At the end of the war, there were 3,000 fewer solicitors on the Roll than there had been at the beginning, and both the Society and Bar Council asked their members to train suitably qualified young men who had served in the war without payment of either premiums or pupillage fees.

And somewhat strangely for an organisation which had promoted constant improvement of professional standards, the Society supported the Solicitors (Articled Clerks) Act 1918, which permitted articled clerks to count time spent in the forces as good service for the purpose of articles.

Admission of women

The Benchers of Gray's Inn refused in 1903 to admit Bertha Cave as a bar student, and in 1913 four female university graduates took the Society to court for refusing them permission to register for its examinations.

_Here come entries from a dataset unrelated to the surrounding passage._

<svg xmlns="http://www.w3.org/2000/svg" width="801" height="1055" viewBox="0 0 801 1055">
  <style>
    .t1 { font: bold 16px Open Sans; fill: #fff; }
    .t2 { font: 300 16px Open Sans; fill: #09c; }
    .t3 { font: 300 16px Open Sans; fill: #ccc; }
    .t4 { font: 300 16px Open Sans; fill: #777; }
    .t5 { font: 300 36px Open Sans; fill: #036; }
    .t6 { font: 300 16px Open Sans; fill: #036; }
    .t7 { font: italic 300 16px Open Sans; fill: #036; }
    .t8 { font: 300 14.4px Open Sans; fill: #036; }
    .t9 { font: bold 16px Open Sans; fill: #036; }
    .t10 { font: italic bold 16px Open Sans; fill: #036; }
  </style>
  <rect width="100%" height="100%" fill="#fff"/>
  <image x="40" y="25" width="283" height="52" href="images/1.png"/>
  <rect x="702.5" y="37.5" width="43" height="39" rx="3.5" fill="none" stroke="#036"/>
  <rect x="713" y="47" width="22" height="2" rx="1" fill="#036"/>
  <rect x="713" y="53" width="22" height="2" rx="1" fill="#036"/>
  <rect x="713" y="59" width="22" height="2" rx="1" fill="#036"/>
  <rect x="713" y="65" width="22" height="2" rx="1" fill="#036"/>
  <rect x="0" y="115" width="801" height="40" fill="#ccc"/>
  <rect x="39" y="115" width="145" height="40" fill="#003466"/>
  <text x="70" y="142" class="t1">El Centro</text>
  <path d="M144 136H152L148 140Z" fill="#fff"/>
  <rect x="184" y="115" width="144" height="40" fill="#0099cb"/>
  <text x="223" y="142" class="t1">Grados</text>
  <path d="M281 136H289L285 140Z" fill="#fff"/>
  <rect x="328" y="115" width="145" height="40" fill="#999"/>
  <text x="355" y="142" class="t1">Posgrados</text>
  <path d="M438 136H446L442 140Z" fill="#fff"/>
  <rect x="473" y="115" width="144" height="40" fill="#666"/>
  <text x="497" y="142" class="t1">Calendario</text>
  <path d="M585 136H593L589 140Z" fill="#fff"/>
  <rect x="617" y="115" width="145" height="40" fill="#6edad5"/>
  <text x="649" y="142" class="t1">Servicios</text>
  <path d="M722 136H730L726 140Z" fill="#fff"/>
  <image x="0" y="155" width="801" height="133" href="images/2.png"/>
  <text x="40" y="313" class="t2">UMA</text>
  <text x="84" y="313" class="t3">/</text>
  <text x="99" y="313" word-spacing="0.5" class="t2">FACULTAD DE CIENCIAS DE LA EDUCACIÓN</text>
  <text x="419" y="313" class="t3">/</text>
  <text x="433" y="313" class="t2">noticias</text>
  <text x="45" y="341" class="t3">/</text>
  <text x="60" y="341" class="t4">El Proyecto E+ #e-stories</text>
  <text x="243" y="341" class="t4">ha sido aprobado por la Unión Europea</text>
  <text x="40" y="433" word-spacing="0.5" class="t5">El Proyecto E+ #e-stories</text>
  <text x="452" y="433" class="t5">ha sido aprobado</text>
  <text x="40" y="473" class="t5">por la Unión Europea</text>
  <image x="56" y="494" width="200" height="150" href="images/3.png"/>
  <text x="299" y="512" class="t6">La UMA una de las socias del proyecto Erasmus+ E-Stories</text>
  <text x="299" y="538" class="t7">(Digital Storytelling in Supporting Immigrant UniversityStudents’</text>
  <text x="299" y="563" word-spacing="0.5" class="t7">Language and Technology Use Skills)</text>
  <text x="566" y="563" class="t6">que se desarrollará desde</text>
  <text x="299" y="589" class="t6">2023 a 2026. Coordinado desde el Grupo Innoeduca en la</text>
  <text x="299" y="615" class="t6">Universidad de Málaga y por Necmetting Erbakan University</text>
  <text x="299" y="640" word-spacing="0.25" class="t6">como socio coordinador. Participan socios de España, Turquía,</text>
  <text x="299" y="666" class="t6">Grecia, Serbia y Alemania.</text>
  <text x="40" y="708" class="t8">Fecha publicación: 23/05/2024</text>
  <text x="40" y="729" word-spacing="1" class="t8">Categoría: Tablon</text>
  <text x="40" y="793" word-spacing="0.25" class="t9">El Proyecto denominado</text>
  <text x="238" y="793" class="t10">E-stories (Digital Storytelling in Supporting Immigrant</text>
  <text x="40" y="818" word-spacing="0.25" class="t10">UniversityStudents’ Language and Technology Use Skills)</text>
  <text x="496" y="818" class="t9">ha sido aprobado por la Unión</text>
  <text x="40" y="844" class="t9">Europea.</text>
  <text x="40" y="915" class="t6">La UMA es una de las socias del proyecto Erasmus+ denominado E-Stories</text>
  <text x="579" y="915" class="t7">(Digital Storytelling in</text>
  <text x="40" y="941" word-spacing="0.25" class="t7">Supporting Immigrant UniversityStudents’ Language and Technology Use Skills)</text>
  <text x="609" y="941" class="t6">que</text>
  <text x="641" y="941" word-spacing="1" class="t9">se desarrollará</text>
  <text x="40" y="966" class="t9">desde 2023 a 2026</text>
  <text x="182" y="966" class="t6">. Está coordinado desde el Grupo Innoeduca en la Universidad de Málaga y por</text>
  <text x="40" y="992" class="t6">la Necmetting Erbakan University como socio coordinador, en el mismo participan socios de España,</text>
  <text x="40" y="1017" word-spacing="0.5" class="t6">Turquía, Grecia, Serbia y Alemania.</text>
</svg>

The Court of Appeal's decision in Bebb v Law Society [1914] 1 Ch 286 supported the governing body, relying heavily on the authority of a mediaeval treatise which laid down that 'all who are not prohibited by law may be attorneys but the law will not suffer women to be attorneys nor infants nor serfs'.

It was only the government's post-war concern with 'reconstruction' which produced time for parliamentary Bills supporting women's rights to enter the professions.

Male solicitors were confused as to why women should be admitted (was it a 'reward' for their war work, or was it on the basis of equality?) and the consequences of admission - would women flood the profession, or would they fail because they lacked the requisite qualities?

However, satisfied that young men returning from the war would not feel disadvantaged, the Society opined in 1919 that 'in view of the present economic and political position of women, it is in the opinion of this meeting expedient that the existing obstacles to their entry to the legal profession should be removed'.

The resulting Sex (Disqualification) Removal Act 1919 permitted women to hold any office or to enter or carry on any civil profession or vocation, and the Society duly registered the articles of 12 young women.

In 1922, Helena Normanton thus became the first woman to practise as a barrister and Carrie Morrison the first woman to qualify as a solicitor of the Supreme Court of England and Wales.

The ministry of justice

The government's concern with reconstruction resulted in proposals for an amalgamation of the two branches of the legal profession and also for a minister of justice; these were to some extent related.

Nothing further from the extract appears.